Liebig: Eine weitere Methode ist zum Beispiel eine Perturbation Analysis, wobei man die Daten leicht modifiziert und kleine Schwankungen dazugibt. Dann trainiert man sein Modell neu und schaut, wie stabil das Ergebnis ist, wie sich diese kleinen Störungen auswirken. Dann kann man bestimmte Schranken definieren, wie stark die Auswirkungen sein dürfen, und daraus Erklärmodelle entwickeln. Es gibt Arbeiten in Berlin, die Ergebnisse von neuronalen Netzen zurückpropagieren, um durch eine Art Rückwärts-Ansatz zu Erklärmodellen zu kommen.
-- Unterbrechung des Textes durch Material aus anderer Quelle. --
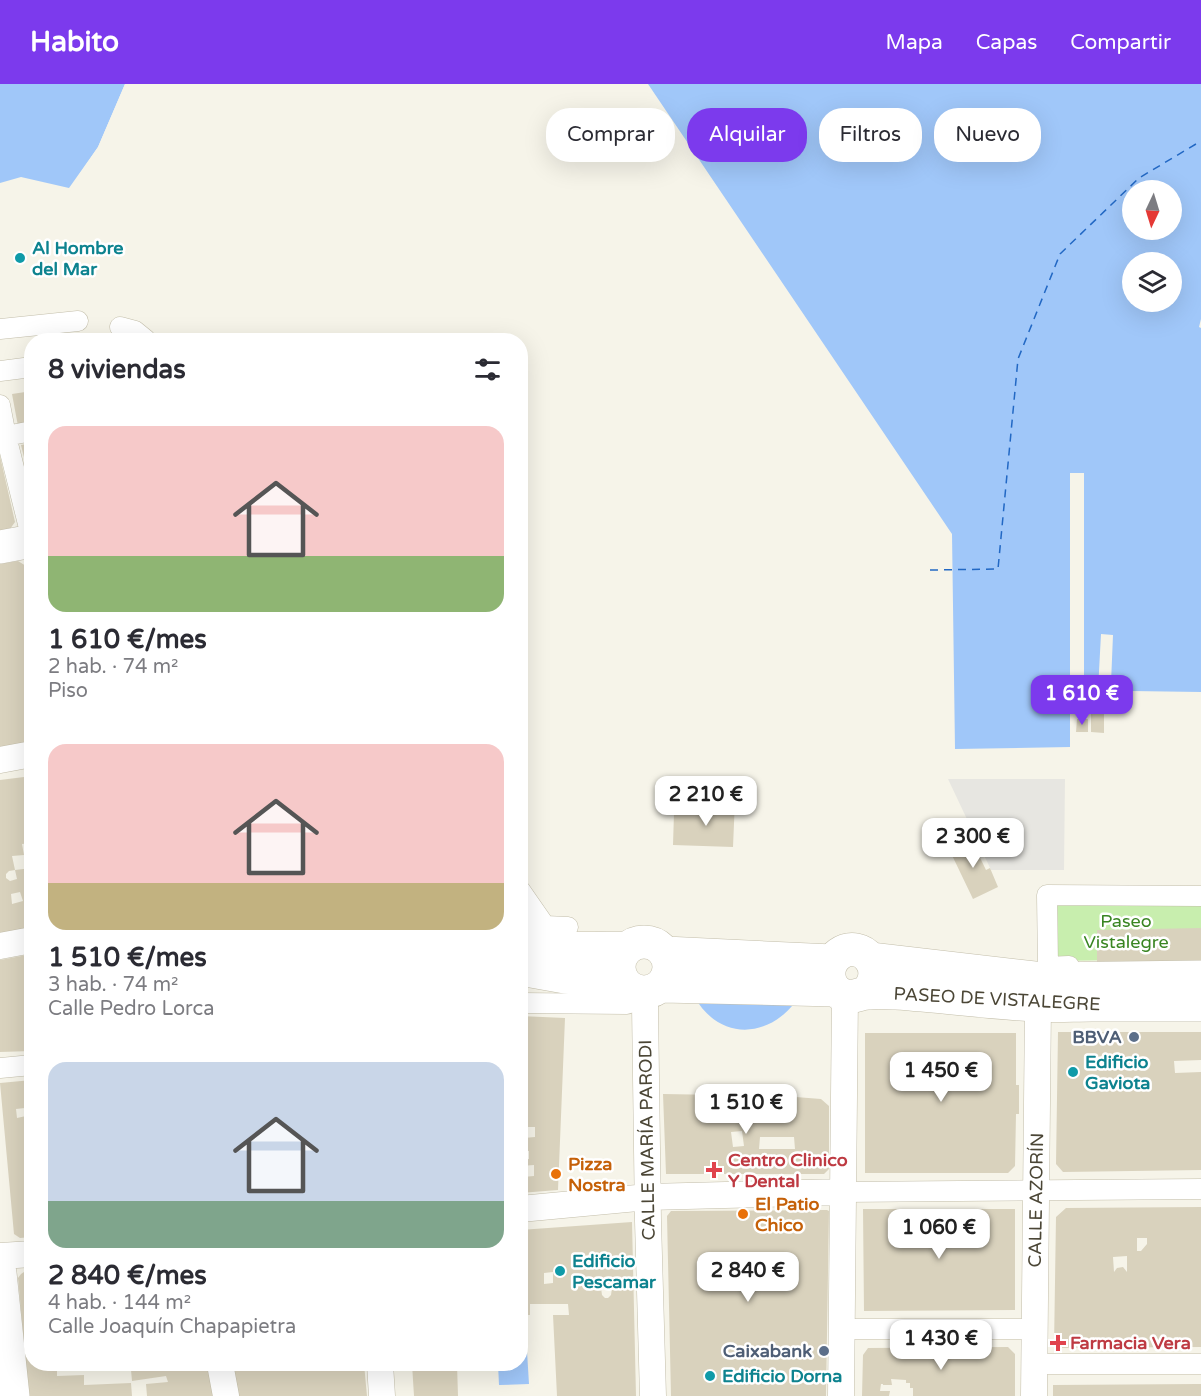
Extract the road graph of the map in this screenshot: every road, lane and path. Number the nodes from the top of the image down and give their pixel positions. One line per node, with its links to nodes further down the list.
1 (78, 321): 3 (street)
2 (120, 327): 4 (street)
3 (0, 329)
4 (137, 333)
5 (24, 368): 6 (street)
6 (0, 371)
7 (0, 405): 9 (street)
8 (24, 433): 9 (street)
9 (6, 436): 10 (street)
10 (24, 508)
11 (24, 542): 12 (street)
12 (0, 547)
13 (24, 756): 14 (street)
14 (0, 760)
15 (1201, 896): 23 (street)
16 (528, 917): 18 (street)
17 (568, 927): 18 (street)
18 (533, 933): 21 (street)
19 (24, 942): 20 (street)
20 (0, 946)
21 (627, 948): 22 (street); 27 (street)
22 (665, 953): 26 (street); 27 (street)
23 (1201, 965)
24 (528, 970): 27 (street)
25 (1201, 977): 26 (street, PASEO DE VISTALEGRE)
26 (844, 985): 27 (street); 29 (street, PASEO DE VISTALEGRE); 35 (street)
27 (638, 991): 28 (street); 36 (street, CALLE MARÍA PARODI)
28 (528, 1002)
29 (1038, 1005): 30 (street, PASEO DE VISTALEGRE); 34 (street, CALLE AZORÍN)
30 (1201, 1005)
31 (24, 1066): 32 (street)
32 (0, 1068)
33 (1201, 1189): 34 (street)
34 (1036, 1190): 35 (street); 42 (street, CALLE AZORÍN)
35 (843, 1192): 36 (street); 41 (street)
36 (648, 1197): 37 (street); 50 (street, CALLE MARÍA PARODI)
37 (528, 1208)
38 (24, 1254): 39 (street)
39 (0, 1256)
40 (0, 1273): 47 (street)
41 (842, 1329): 42 (street); 51 (street)
42 (1034, 1329): 43 (street, CALLE AZORÍN)
43 (1034, 1364): 44 (street); 52 (street, CALLE AZORÍN)
44 (1201, 1364)
45 (221, 1371): 48 (street)
46 (380, 1371): 49 (street)
47 (13, 1396)
48 (226, 1396)
49 (381, 1396)
50 (653, 1396)
51 (841, 1396)
52 (1034, 1396)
Es geht bei KI aber nicht nur um Prognosen und das Clustern von Gruppen. Es gibt auch Planung und Suche, Schlussfolgern und Wissensrepräsentation. Das sind Aspekte, die häufig unter den Tisch fallen. Bei Planung und Suche etwa geht es darum, kürzeste Wege zu finden oder Stundenpläne auszurechnen. Auch so etwas muss erklärbar sein.
com! professional: Wie kommt es zu Diskriminierung und Fehlurteilen?
Liebig: Es gibt für ein Bias verschiedene Ursachen. Es kann ein systematisches Bias sein. Die Auswahl der Daten spielt eine wichtige Rolle. Wenn Sie einen Datensatz haben über Bewerber, dann sollten Sie wahrscheinlich persönliche Daten weglassen wie das Geschlecht und das Alter. Sie trainieren ein Modell und gelangen zu einer Entscheidung. Wenn Sie dieses Modell analysieren, dann ist es mit hoher Wahrscheinlichkeit so, dass es Frauen diskriminiert - obwohl sie das Merkmal Geschlecht weggelassen haben. Das liegt einfach daran, dass etwa die Zeiten des Mutterschutzes im Lebenslauf enthalten sind und das Weglassen der diskriminierenden Eigenschaft das Problem eher verschlimmert. Da Sie die Spalte weggelassen haben, können Sie nicht überprüfen, ob das Modell fair ist oder nicht. Man braucht folglich Verfahren, die in der Lage sind, mögliche Probleme während des Trainierens zu erkennen und gegenzusteuern. Vieles ergibt sich nicht automatisch aus den Daten, muss aber berücksichtigt werden.
com! professional: Sollten Algorithmen Open Source sein oder zertifiziert werden?
Liebig: Ich höre immer wieder, man müsse Algorithmen zerti­fizieren. Als Informatiker juckt es mich dann unter den Finger­nägeln. Eine Zertifizierung von Algorithmen halte ich nicht für sinnvoll. Dazu kommt: Fast alle Verfahren werden bereits als Open Source veröffentlicht, da sie aus wissenschaftlichen Arbeiten hervorgehen. Open-Source-Implementierungen im öffentlichen Bereich könnten sinnvoll sein. Wenn es aber um Unternehmen geht - dort besteht der berechtigte Wunsch, eigene Systeme nicht als Open Source zu veröffentlichen. Was ich gut finde, ist, wenn man Daten Open Source stellt, um Innovationen zuzulassen und Diskriminierung in den Daten offenzulegen.
com! professional: Werden wir eines Tages eine empathische oder emotionale KI erleben?
Liebig: An der TU Darmstadt wird eine Moral-Choice-Machine entwickelt. Es  werden viele Textdokumente und Frage-Antwort-Listen maschinell verarbeitet und daraus wird eine empathische KI gebaut. Menschliche Werte wurden so in das System übernommen. Die KI lernte im Experiment etwa, dass man Menschen nicht töten sollte, es aber in Ordnung ist, Zeit totzuschlagen. Man sollte auch lieber eine Scheibe Brot toasten als einen Hamster.